**DIRECTIONS FOR THIS TASK**
For each line below that contains the string "paths", copy that line.

**EXERCISE MATERIALS**

━━━━━━━━━━━━━━━━━━━━

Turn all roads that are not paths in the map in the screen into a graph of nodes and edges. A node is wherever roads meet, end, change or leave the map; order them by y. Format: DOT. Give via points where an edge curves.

━━━━━━━━━━━━━━━━━━━━

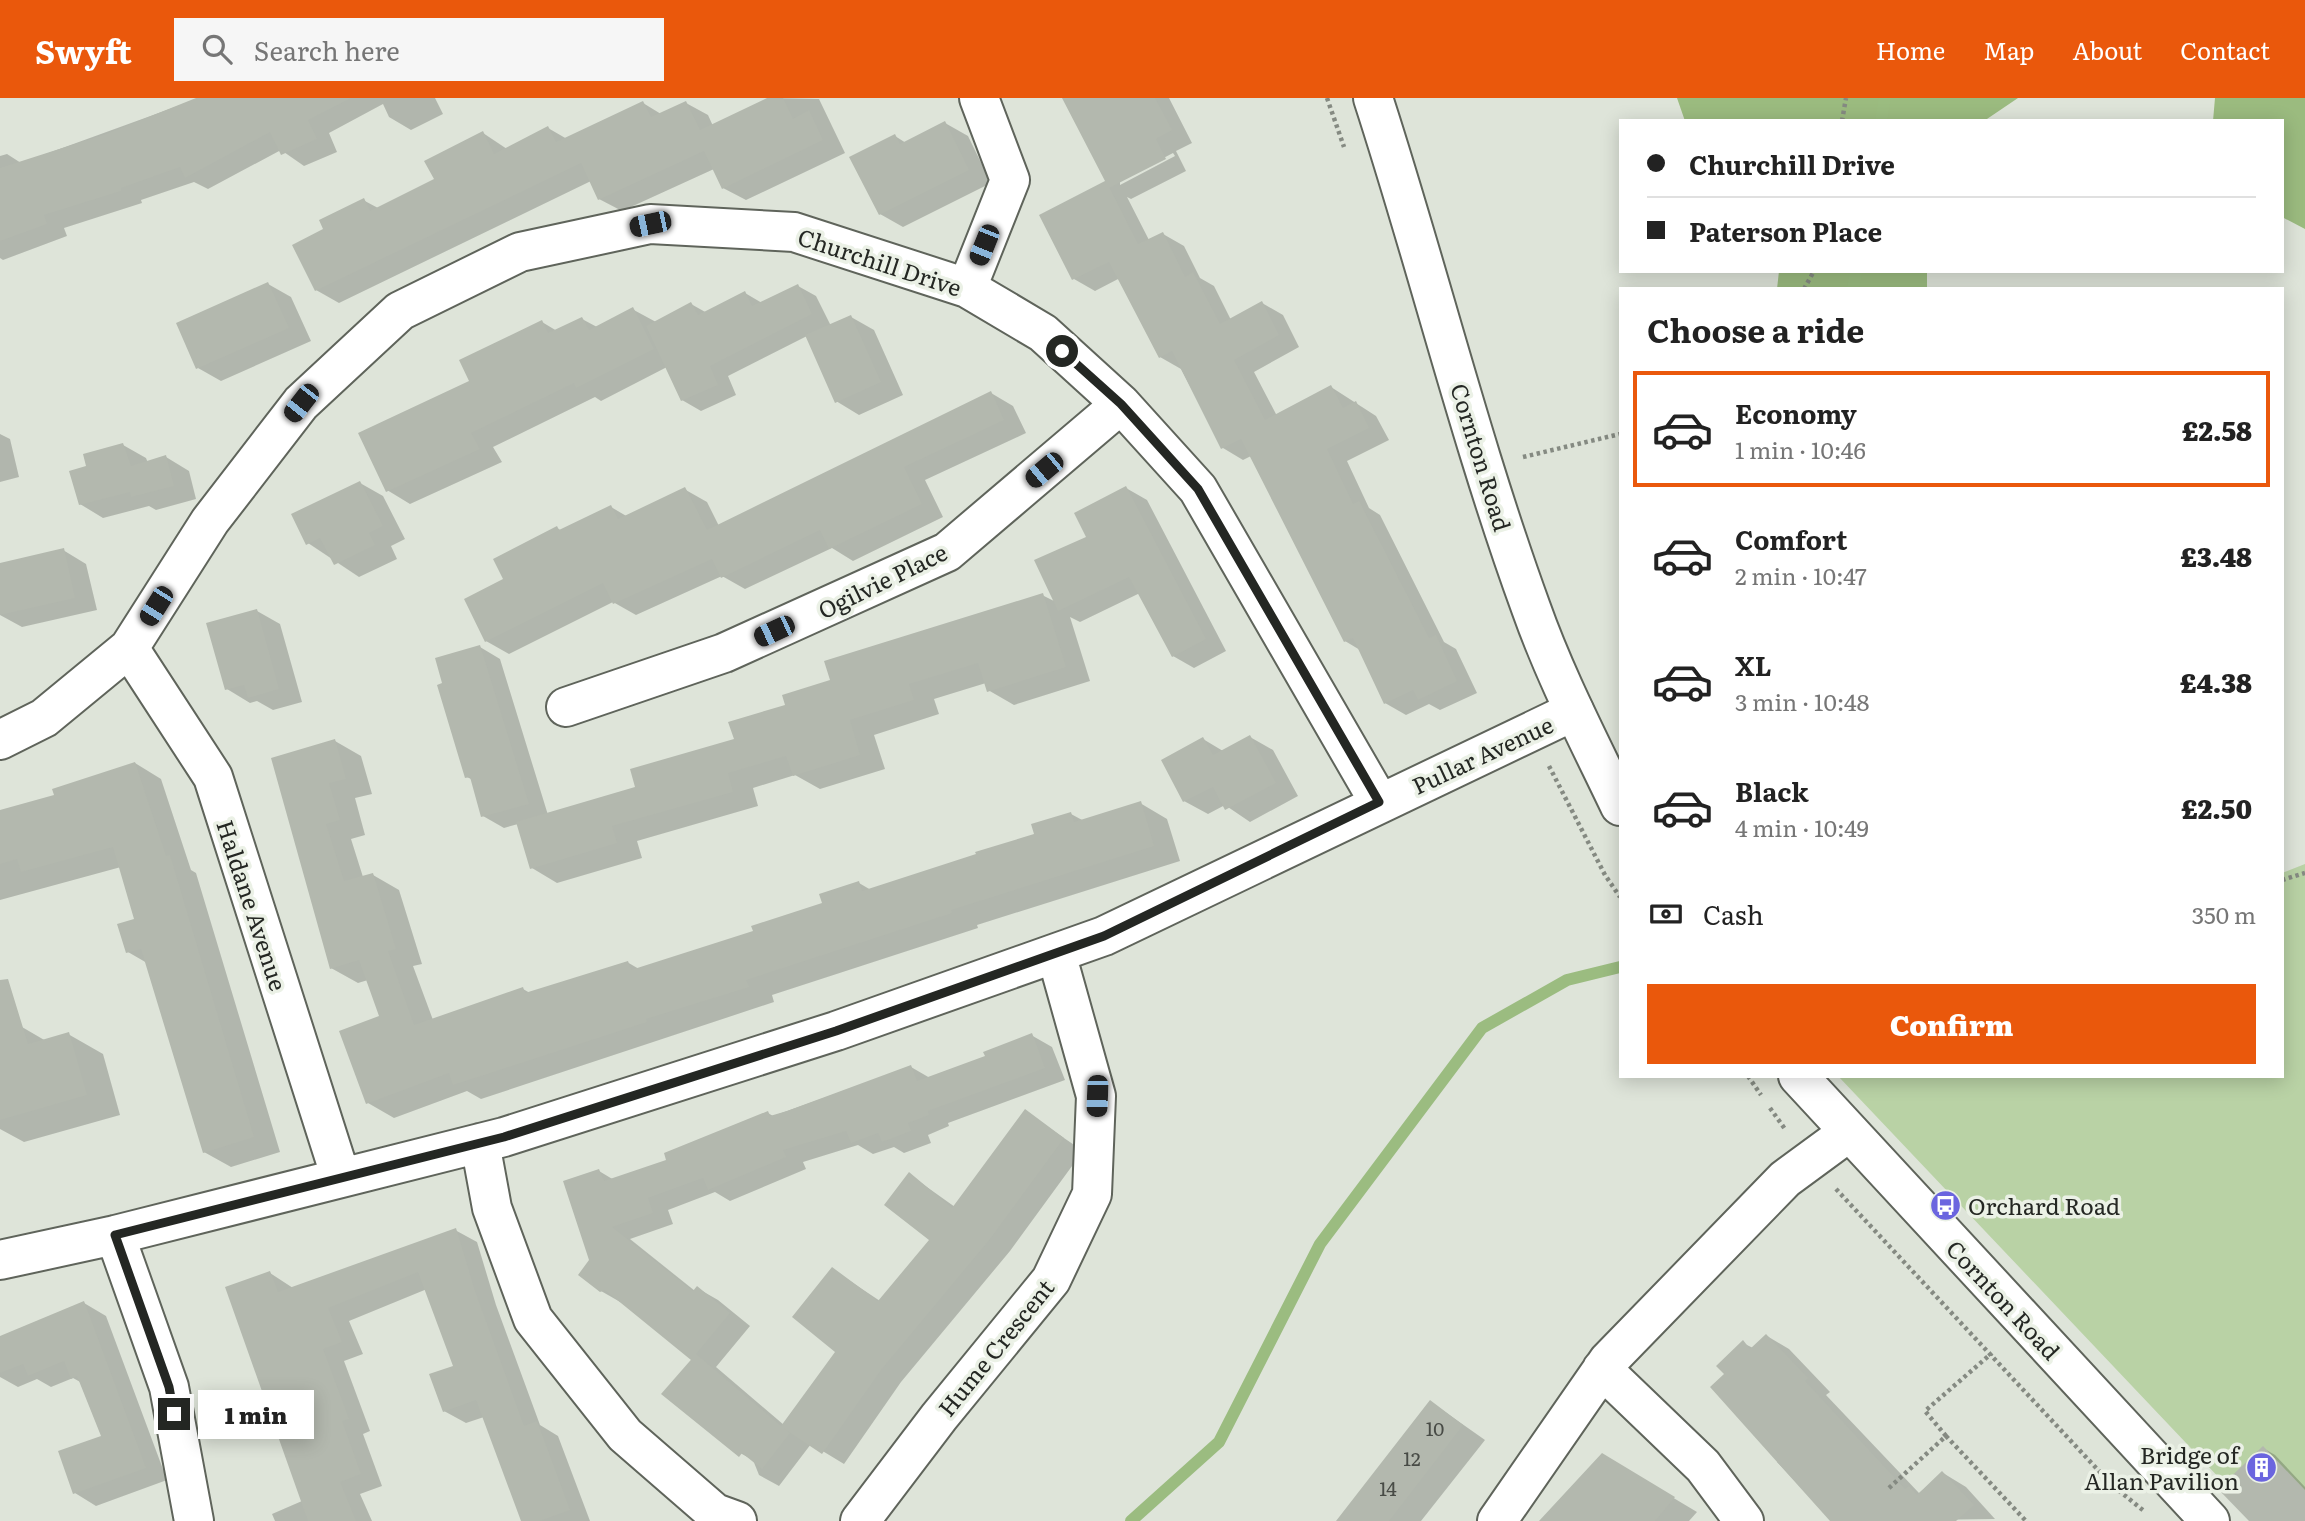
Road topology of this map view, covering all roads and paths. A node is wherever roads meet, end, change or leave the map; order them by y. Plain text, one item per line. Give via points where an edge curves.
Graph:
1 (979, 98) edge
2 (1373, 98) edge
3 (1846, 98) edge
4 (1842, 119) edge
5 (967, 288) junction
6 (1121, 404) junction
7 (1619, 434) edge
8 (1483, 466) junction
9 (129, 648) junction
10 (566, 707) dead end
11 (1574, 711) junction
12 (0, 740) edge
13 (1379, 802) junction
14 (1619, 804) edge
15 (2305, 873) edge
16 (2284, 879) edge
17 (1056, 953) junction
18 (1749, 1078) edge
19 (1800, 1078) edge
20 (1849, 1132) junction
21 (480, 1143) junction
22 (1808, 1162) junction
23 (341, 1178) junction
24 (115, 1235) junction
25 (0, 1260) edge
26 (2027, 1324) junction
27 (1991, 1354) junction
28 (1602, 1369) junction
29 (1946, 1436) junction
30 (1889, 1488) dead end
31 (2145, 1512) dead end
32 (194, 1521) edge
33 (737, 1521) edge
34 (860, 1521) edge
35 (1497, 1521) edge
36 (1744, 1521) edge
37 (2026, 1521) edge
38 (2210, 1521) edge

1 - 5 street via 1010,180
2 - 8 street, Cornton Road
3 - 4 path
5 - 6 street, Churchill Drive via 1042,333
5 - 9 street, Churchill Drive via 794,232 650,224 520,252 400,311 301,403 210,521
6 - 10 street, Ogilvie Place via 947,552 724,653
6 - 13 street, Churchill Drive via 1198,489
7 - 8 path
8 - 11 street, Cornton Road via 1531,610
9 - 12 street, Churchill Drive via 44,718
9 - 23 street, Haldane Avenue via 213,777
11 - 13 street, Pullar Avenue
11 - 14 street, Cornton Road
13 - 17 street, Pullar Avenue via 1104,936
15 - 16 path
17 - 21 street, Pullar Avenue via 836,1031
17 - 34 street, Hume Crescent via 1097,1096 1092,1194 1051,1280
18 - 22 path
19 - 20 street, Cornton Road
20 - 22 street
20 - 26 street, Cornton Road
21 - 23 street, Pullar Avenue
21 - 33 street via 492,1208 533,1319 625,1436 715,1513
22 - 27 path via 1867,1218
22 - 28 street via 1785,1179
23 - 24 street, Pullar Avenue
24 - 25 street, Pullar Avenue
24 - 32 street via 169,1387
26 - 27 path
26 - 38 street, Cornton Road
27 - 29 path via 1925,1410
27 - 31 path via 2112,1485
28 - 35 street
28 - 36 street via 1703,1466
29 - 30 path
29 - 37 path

━━━━━━━━━━━━━━━━━━━━

**PROBLEM SOLUTION**
Turn all roads that are not paths in the map in the screen into a graph of nodes and edges. A node is wherever roads meet, end, change or leave the map; order them by y. Format: DOT. Give via points where an edge curves.
Road topology of this map view, covering all roads and paths. A node is wherever roads meet, end, change or leave the map; order them by y. Plain text, one item per line. Give via points where an edge curves.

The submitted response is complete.